PROBLEM ::
Each record needs to be transcribed word for word, though without its pictures.

LISTED ENTRIES ::
☆ ☆ ☆ ☆ ☆ ☆ ☆
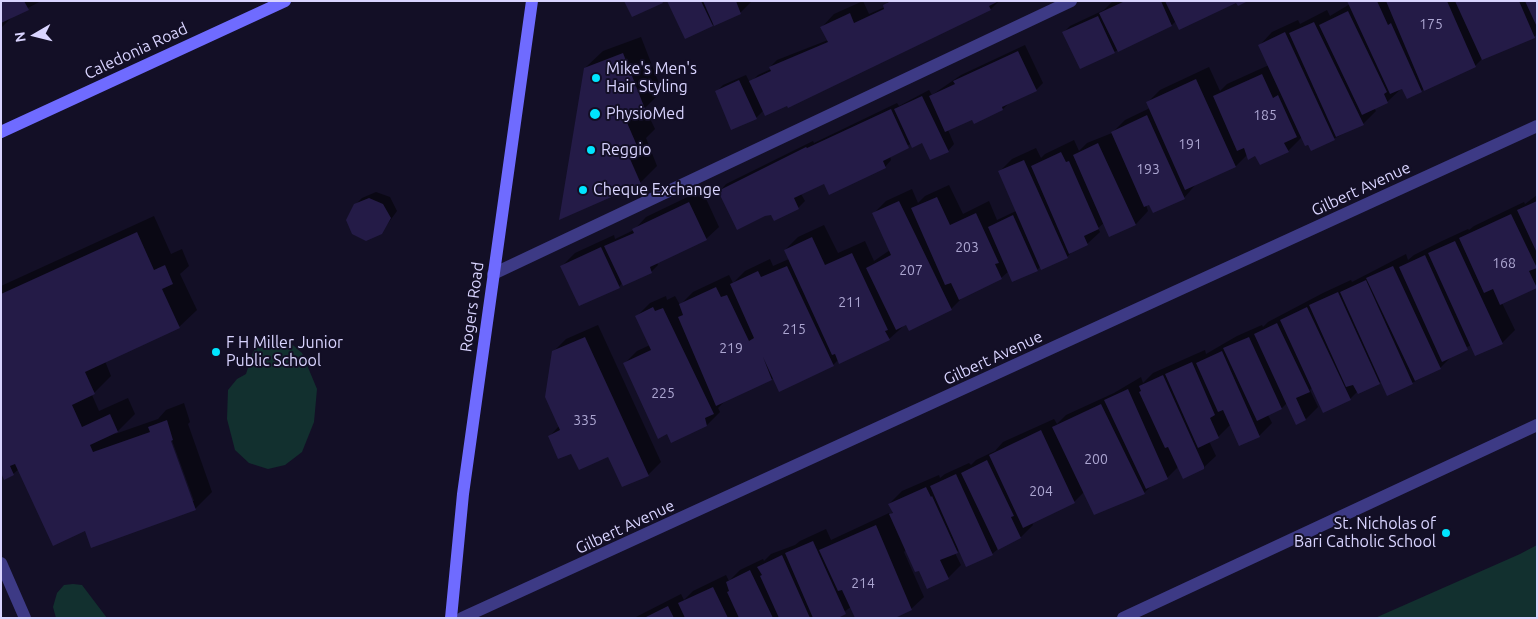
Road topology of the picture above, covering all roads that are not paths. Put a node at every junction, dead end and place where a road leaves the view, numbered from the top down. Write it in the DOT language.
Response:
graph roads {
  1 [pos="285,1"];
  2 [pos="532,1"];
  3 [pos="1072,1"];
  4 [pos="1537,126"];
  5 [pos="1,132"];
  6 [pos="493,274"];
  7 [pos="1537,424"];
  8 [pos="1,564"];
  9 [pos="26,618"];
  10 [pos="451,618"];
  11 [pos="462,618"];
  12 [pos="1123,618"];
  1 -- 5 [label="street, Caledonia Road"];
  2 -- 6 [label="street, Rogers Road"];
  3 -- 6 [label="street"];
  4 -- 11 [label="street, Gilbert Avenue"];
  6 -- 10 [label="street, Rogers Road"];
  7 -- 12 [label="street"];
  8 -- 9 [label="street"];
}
☆ ☆ ☆ ☆ ☆ ☆ ☆
SOLUTION TO THE EXERCISE ::
Road topology of the picture above, covering all roads that are not paths. Put a node at every junction, dead end and place where a road leaves the view, numbered from the top down. Write it in the DOT language.
Response:
graph roads {
  1 [pos="285,1"];
  2 [pos="532,1"];
  3 [pos="1072,1"];
  4 [pos="1537,126"];
  5 [pos="1,132"];
  6 [pos="493,274"];
  7 [pos="1537,424"];
  8 [pos="1,564"];
  9 [pos="26,618"];
  10 [pos="451,618"];
  11 [pos="462,618"];
  12 [pos="1123,618"];
  1 -- 5 [label="street, Caledonia Road"];
  2 -- 6 [label="street, Rogers Road"];
  3 -- 6 [label="street"];
  4 -- 11 [label="street, Gilbert Avenue"];
  6 -- 10 [label="street, Rogers Road"];
  7 -- 12 [label="street"];
  8 -- 9 [label="street"];
}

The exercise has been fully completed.